-- Extracted records follows --
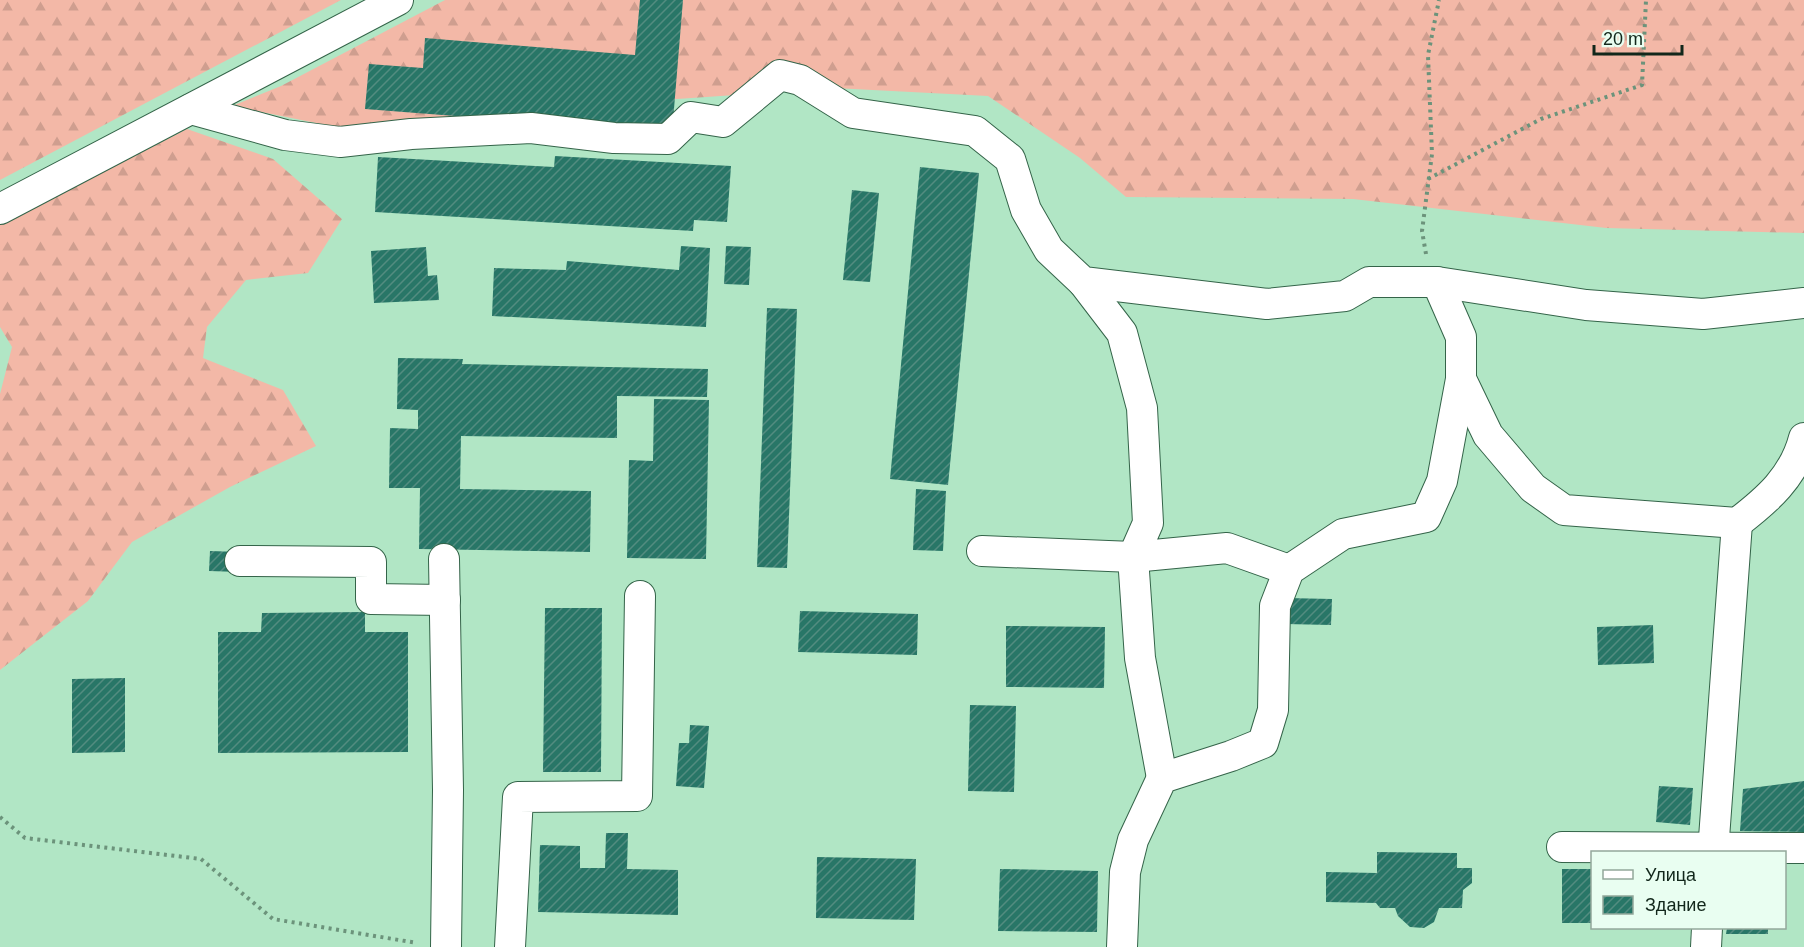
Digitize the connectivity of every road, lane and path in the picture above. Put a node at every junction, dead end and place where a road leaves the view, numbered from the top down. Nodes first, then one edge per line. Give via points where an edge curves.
1 (398, 0) edge
2 (1439, 0) edge
3 (1646, 0) edge
4 (191, 109) junction
5 (1428, 179) junction
6 (0, 209) edge
7 (1083, 282) junction
8 (1437, 282) junction
9 (1804, 303) edge
10 (1461, 379) junction
11 (1804, 438) edge
12 (1737, 523) junction
13 (982, 551) dead end
14 (1133, 557) junction
15 (444, 559) dead end
16 (240, 561) dead end
17 (1289, 570) junction
18 (640, 596) dead end
19 (445, 600) junction
20 (1162, 778) junction
21 (0, 817) edge
22 (1562, 847) dead end
23 (1804, 848) edge
24 (1713, 849) edge
25 (1707, 929) edge
26 (446, 945) edge
27 (510, 947) edge
28 (1122, 947) edge
29 (1706, 947) edge

1 - 4 street
2 - 5 path via 1428,55 1432,154
3 - 5 path via 1642,85 1540,119
4 - 6 street
4 - 7 street via 285,135 340,142 531,128 614,138 668,139 691,117 723,122 780,75 800,80 853,113 975,131 1010,159 1026,210 1049,250
5 - 8 path via 1422,231 1427,259
7 - 8 street via 1267,304 1345,296 1369,282
7 - 14 street via 1122,333 1142,408 1148,523
8 - 9 street via 1586,305 1703,314
8 - 10 street via 1461,337
10 - 12 street via 1488,435 1533,488 1564,510
10 - 17 street via 1442,481 1426,517 1343,534
11 - 12 street via 1800,454 1770,498
12 - 24 street
13 - 14 street
14 - 17 street via 1227,548
14 - 20 street via 1140,658
15 - 19 street
16 - 19 street via 371,562 371,599
17 - 20 street via 1275,606 1273,710 1263,743
18 - 27 street via 636,796 518,797
19 - 26 street
20 - 28 street via 1133,840 1125,872
21 - 26 path via 25,838 201,860 273,919 405,943
22 - 24 street
23 - 24 street
25 - 29 street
-- Extracted records concluded --
> Exercise goal
Write the listing out a second time exactly, dropping all images.

> Response to the task
Digitize the connectivity of every road, lane and path in the picture above. Put a node at every junction, dead end and place where a road leaves the view, numbered from the top down. Nodes first, then one edge per line. Give via points where an edge curves.
1 (398, 0) edge
2 (1439, 0) edge
3 (1646, 0) edge
4 (191, 109) junction
5 (1428, 179) junction
6 (0, 209) edge
7 (1083, 282) junction
8 (1437, 282) junction
9 (1804, 303) edge
10 (1461, 379) junction
11 (1804, 438) edge
12 (1737, 523) junction
13 (982, 551) dead end
14 (1133, 557) junction
15 (444, 559) dead end
16 (240, 561) dead end
17 (1289, 570) junction
18 (640, 596) dead end
19 (445, 600) junction
20 (1162, 778) junction
21 (0, 817) edge
22 (1562, 847) dead end
23 (1804, 848) edge
24 (1713, 849) edge
25 (1707, 929) edge
26 (446, 945) edge
27 (510, 947) edge
28 (1122, 947) edge
29 (1706, 947) edge

1 - 4 street
2 - 5 path via 1428,55 1432,154
3 - 5 path via 1642,85 1540,119
4 - 6 street
4 - 7 street via 285,135 340,142 531,128 614,138 668,139 691,117 723,122 780,75 800,80 853,113 975,131 1010,159 1026,210 1049,250
5 - 8 path via 1422,231 1427,259
7 - 8 street via 1267,304 1345,296 1369,282
7 - 14 street via 1122,333 1142,408 1148,523
8 - 9 street via 1586,305 1703,314
8 - 10 street via 1461,337
10 - 12 street via 1488,435 1533,488 1564,510
10 - 17 street via 1442,481 1426,517 1343,534
11 - 12 street via 1800,454 1770,498
12 - 24 street
13 - 14 street
14 - 17 street via 1227,548
14 - 20 street via 1140,658
15 - 19 street
16 - 19 street via 371,562 371,599
17 - 20 street via 1275,606 1273,710 1263,743
18 - 27 street via 636,796 518,797
19 - 26 street
20 - 28 street via 1133,840 1125,872
21 - 26 path via 25,838 201,860 273,919 405,943
22 - 24 street
23 - 24 street
25 - 29 street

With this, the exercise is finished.